En cifras. La brecha entre la pensión de un asalariado y la de un autónomo alcanza los 669,7 euros mensuales —9.375,8 euros al año en catorce pagas—, según los datos de la Seguridad Social. Infobae cifra en esos 670 euros mensuales la diferencia entre ambos colectivos. Y esa brecha está relacionada con las menores bases de cotización de muchos autónomos, que terminan generando pensiones más bajas. El 41% de los autónomos cobra menos de 27.480 euros al año, según datos recogidos en El Español. Dicho de otro modo: el sistema premia al que más cotiza y castiga al que menos puede, que suele ser el mismo que más años pasa dado de alta.
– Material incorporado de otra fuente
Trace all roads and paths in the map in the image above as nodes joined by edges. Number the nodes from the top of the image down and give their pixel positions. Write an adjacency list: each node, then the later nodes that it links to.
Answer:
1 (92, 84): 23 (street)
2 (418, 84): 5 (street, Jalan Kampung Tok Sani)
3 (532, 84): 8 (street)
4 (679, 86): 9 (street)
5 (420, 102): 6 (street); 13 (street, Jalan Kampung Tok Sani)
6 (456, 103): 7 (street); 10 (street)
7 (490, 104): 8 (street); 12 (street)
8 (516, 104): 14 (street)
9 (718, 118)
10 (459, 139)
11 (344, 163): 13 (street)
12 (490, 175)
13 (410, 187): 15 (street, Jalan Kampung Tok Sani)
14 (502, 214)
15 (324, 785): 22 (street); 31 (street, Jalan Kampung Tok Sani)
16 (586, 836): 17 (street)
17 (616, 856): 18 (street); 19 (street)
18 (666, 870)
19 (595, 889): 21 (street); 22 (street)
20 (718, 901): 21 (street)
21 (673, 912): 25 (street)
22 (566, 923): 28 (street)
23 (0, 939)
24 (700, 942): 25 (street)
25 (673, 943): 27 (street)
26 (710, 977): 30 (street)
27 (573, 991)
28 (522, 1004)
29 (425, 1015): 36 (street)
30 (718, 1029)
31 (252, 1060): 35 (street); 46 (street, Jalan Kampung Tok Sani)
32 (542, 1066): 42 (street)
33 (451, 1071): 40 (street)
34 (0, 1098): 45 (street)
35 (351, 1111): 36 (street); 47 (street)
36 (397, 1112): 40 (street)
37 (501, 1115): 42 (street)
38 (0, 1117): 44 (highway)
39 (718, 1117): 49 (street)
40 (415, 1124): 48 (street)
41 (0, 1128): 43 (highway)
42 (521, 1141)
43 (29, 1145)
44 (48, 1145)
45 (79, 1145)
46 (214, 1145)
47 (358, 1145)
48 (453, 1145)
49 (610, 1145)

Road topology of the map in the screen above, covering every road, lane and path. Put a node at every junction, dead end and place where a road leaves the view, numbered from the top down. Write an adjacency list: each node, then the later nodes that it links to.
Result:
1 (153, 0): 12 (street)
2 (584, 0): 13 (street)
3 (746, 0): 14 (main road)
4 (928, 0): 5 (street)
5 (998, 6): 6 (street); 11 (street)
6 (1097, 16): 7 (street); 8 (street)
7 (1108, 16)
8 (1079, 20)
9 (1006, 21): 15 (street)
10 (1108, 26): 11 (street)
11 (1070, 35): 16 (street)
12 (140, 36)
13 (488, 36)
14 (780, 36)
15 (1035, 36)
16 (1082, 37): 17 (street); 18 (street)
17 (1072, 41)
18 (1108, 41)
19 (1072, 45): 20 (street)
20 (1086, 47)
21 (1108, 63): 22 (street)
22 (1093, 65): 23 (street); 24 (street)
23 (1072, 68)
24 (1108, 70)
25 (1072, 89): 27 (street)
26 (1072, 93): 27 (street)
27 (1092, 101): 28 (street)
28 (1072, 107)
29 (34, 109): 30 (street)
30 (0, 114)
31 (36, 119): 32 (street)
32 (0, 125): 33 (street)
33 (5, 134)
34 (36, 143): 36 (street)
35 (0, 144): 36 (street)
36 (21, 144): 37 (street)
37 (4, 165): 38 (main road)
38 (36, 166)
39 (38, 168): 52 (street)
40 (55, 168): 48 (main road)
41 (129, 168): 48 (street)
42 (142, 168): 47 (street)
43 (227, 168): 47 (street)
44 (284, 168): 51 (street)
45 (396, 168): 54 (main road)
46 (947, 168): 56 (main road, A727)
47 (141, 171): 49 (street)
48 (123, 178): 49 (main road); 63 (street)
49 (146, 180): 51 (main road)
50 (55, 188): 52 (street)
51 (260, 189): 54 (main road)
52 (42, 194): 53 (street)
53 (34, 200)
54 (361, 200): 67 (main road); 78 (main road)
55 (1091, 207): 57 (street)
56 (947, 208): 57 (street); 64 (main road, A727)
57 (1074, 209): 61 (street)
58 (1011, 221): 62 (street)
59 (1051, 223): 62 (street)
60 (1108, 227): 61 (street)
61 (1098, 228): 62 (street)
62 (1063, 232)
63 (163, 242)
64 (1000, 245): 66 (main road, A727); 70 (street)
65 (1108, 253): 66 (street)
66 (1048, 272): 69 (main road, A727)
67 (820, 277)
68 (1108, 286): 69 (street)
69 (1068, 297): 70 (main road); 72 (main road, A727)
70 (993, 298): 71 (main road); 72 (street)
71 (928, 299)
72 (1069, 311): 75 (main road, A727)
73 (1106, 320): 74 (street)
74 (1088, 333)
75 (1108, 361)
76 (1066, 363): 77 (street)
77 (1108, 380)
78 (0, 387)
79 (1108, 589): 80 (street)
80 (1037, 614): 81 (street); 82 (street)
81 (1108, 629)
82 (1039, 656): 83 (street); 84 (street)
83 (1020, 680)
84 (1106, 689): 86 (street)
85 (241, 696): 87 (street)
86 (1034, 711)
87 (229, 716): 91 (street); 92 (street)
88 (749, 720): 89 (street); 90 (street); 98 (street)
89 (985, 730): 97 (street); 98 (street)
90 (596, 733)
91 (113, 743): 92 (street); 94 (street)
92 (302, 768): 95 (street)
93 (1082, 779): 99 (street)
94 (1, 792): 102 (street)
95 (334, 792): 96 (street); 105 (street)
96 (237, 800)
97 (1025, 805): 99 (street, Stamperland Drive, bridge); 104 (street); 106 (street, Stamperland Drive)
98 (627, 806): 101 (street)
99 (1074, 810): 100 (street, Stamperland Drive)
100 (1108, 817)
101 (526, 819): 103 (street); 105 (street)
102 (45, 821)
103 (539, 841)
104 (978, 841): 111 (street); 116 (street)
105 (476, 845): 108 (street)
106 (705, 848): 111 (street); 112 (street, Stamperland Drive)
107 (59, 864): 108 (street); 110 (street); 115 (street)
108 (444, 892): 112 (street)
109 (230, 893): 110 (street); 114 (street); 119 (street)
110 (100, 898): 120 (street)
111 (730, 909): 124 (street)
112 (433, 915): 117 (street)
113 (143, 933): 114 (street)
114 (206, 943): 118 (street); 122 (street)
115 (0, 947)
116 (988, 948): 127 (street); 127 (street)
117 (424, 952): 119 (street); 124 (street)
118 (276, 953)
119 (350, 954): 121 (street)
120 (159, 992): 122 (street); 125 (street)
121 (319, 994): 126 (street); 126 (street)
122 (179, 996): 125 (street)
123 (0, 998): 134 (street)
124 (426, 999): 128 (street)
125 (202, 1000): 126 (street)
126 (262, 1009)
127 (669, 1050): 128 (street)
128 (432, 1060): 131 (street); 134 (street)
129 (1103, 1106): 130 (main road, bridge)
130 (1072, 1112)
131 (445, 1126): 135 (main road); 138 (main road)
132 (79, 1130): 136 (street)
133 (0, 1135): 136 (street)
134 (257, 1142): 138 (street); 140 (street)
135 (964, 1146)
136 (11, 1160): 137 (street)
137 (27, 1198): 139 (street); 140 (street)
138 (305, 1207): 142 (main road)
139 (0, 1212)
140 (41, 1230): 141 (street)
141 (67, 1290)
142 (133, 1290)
El contexto. El Gobierno rectificó en octubre de 2025 su plan de subida de cuotas para autónomos —la propuesta inicial contemplaba aumentos de hasta el 35%— y la llevó a un rango del 1% al 2,5% para los tramos altos, congelación en los tres primeros. La ministra de Seguridad Social, Elma Saiz, defendió entonces que la nueva propuesta congelaba los tres primeros tramos y planteaba subidas progresivas del 1% al 2,5%, como recogió Europa Press. Lorenzo Amor, presidente de ATA, respondió que "hemos parado el sablazo" pero advirtió: "De nada sirve tener estas cuotas cuando no mejoramos la protección social de los autónomos". Al 60% de los autónomos que solicitan la prestación por cese de actividad se les sigue denegando, según ATA, y el acceso al subsidio para mayores de 52 años está condicionado, entre otros requisitos, a haber cotizado al menos seis años por desempleo. El Economista recoge el dato del 60% y explica las dificultades de acceso a esta prestación.
Entre líneas. David es fontanero, un oficio que se ejerce solo, con las manos y a puerta cerrada. Su larga carrera de cotización le permite acceder al porcentaje máximo que le corresponda sobre su base reguladora, pero que esa base reguladora se traduzca en 500 euros no es una anomalía: es la fotografía de quien generó una pensión sobre unas cotizaciones reducidas. "Si no hubiéramos invertido, sería insuficiente" no es una queja retórica. Es la matemática de un hogar que necesita al menos 1.500 euros para funcionar y que, sin el ahorro privado, se habría quedado a 500.
Sí, pero. La reforma de cuotas es necesaria (el sistema necesita más ingresos para sostener las pensiones futuras), pero subir lo que paga el autónomo sin subir lo que cobra cuando se jubila refuerza la asimetría. Como ya recogió El Blog Salmón, dos de cada tres autónomos jubilados cobran menos de 1.000 euros al mes. Y la propia Seguridad Social niega pensiones a autónomos por errores de un día en la baja, en un caso concreto que fue objeto de controversia. El sistema cobra religiosamente durante décadas y luego aplica la letra pequeña con precisión milimétrica.
Es síntoma. El caso de David no es una excepción del sistema: es el sistema expresado en una persona. Un fontanero de 75 años que ha recurrido al ahorro y la inversión fuera de la Seguridad Social para complementar su jubilación, y que dice "si no hubiéramos invertido, sería insuficiente" con la naturalidad de quien describe el clima, no una injusticia.